Eu tenho conta e me obrigo a postar nelas quando preciso — por exemplo, agora estou postando muito, pois estou lançando livro. Sou meio imune à atração das redes sociais, aquela navegação a esmo sem fim. Pode ter a ver com autismo… Quando me sinto nervosa e ansiosa com o celular ou telas, sempre escapo para um bom livro que está encostado esperando. Me faz um bem enorme.
• Neste momento, o mundo passa por conflitos extremamente preocupantes, como por exemplo a crise entre Israel e Irã e a guerra entre Rússia e Ucrânia, sem contar os conflitos e guerras na África e na Ásia. Nos Estados Unidos, cujas decisões, em geral, afetam o restante do mundo, há uma verdadeira caça aos imigrantes. Diante de tantas instabilidades, o que mais te assusta no mundo atual?

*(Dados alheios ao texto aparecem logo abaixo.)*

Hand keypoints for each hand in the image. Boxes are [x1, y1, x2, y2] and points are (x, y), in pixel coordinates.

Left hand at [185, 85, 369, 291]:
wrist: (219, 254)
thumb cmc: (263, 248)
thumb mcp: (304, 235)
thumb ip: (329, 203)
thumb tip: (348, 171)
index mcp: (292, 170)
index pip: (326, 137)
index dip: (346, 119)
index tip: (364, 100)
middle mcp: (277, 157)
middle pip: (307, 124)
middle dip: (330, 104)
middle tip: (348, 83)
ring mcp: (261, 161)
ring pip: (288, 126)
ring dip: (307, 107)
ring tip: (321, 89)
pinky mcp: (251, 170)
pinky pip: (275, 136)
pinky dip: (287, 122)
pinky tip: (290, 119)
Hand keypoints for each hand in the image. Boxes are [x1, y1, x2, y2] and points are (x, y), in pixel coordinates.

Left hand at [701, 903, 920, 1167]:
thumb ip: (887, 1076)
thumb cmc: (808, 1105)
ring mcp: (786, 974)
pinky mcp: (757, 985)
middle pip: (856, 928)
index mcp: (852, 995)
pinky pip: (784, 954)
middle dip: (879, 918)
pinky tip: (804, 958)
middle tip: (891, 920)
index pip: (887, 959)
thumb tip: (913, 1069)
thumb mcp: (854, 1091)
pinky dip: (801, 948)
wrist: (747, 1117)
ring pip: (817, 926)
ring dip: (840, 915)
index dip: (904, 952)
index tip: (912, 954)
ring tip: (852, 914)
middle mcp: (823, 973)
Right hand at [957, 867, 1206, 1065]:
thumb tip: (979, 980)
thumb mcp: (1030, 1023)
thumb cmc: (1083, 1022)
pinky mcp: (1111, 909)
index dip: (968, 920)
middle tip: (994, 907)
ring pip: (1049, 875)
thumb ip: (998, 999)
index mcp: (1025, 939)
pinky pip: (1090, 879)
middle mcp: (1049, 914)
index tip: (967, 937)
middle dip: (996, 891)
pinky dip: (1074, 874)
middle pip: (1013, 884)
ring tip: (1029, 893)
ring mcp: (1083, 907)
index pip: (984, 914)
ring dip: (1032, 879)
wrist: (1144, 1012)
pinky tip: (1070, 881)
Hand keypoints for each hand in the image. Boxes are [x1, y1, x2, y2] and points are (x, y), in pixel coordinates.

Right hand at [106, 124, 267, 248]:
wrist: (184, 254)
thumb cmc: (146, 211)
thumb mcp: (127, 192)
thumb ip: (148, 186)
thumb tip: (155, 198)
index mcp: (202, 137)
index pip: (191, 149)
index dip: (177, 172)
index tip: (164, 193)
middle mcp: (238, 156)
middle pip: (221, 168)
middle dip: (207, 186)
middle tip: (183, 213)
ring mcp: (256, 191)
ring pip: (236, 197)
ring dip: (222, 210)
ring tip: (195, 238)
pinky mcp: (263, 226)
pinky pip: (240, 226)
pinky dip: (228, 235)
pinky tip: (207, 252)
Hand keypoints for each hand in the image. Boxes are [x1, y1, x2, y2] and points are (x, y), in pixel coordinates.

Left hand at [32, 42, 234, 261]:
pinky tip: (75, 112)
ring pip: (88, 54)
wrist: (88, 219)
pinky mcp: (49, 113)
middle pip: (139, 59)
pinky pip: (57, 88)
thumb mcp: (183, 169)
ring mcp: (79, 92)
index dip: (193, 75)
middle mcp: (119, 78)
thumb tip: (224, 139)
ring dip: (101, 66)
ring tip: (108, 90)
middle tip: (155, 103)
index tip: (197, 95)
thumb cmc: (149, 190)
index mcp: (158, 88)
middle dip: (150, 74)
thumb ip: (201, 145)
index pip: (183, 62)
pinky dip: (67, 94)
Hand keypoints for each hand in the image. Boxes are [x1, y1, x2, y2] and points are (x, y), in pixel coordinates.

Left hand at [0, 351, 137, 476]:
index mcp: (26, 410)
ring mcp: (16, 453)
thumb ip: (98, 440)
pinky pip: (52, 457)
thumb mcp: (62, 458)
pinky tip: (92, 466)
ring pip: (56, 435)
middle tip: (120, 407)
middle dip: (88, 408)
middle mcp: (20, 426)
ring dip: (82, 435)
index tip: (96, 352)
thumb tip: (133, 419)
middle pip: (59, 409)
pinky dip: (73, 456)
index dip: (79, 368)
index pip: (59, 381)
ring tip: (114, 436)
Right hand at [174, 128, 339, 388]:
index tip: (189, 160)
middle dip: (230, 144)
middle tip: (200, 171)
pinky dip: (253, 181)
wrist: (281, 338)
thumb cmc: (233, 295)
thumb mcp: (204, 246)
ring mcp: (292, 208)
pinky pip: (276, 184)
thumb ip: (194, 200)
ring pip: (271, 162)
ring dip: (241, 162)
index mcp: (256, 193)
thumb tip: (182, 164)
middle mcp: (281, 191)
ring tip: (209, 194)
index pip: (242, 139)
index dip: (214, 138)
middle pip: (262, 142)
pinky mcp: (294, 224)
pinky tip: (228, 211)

A vontade das big techs de dominarem todo o nosso tempo e vontades, inclusive e especialmente as políticas. Já está a ponto de bilionários fazerem saudações nazistas na Casa Branca. Como falei, big tech e política estão intimamente interligados. Morei nos Estados Unidos durante quatro anos, de 2018 a 2022, justamente no Vale do Silício. É terrivelmente diferente da propaganda, dos seriados de TV. O que vi lá me aterrorizou em vários sentidos, aquela ideologia do techbro, mulheres e minorias sofrendo abusos, cidades gourmetizadas com aluguel caríssimo e favelas de tendas embaixo das pontes, nenhum sistema de saúde pública ou direito trabalhista. Grávidas têm algo como duas semanas de licença; uma amiga brasileira teve filho e o leite secou pelo estresse, e a fórmula infantil estava em falta — mas você podia obter por preços altíssimos no mercado paralelo. E tudo normalizado, o povo obediente e consumista; o prenúncio do que viria. Fui morar lá acompanhando meu ex-marido, fiquei aterrorizada; me separei e voltei para o Brasil.